DATA IN THIS EXERCISE Start Marker

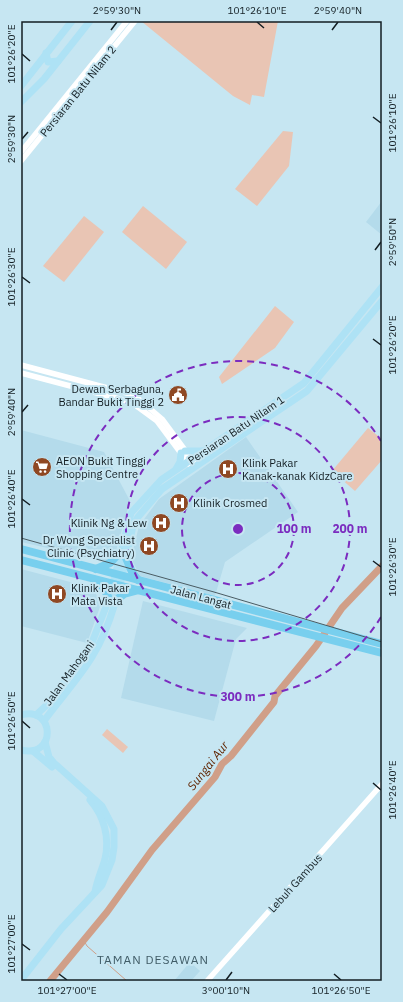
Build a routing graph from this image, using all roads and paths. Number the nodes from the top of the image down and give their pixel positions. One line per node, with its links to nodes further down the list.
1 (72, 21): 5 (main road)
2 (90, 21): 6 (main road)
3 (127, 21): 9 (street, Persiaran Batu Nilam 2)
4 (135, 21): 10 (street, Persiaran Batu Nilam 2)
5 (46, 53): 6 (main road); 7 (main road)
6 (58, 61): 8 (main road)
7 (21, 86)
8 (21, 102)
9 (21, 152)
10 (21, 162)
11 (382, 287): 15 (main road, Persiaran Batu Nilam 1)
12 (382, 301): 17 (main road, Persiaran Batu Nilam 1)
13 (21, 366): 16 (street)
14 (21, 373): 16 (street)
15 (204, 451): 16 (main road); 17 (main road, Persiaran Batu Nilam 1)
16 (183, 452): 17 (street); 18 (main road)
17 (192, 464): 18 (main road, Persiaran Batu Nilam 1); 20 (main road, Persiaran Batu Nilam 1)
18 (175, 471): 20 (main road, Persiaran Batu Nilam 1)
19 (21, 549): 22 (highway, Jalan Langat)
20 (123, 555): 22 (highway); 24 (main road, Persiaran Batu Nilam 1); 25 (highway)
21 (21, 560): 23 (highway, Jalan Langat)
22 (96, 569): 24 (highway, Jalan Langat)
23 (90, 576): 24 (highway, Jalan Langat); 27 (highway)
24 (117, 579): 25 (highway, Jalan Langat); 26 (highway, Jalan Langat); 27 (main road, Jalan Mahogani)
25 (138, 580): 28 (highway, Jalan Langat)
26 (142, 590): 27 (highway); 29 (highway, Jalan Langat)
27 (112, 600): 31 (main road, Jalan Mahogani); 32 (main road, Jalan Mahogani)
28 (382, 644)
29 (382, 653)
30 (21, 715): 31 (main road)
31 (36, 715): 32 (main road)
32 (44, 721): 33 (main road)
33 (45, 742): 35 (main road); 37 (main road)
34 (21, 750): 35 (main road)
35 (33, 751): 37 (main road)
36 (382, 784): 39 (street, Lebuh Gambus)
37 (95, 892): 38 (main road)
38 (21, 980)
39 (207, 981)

DATA IN THIS EXERCISE End Marker

## TASK DESCRIPTION:
After reading the listing above, work out how many lines contain "Jalan" and reply with that number only.

## EXERCISE RESULT:
8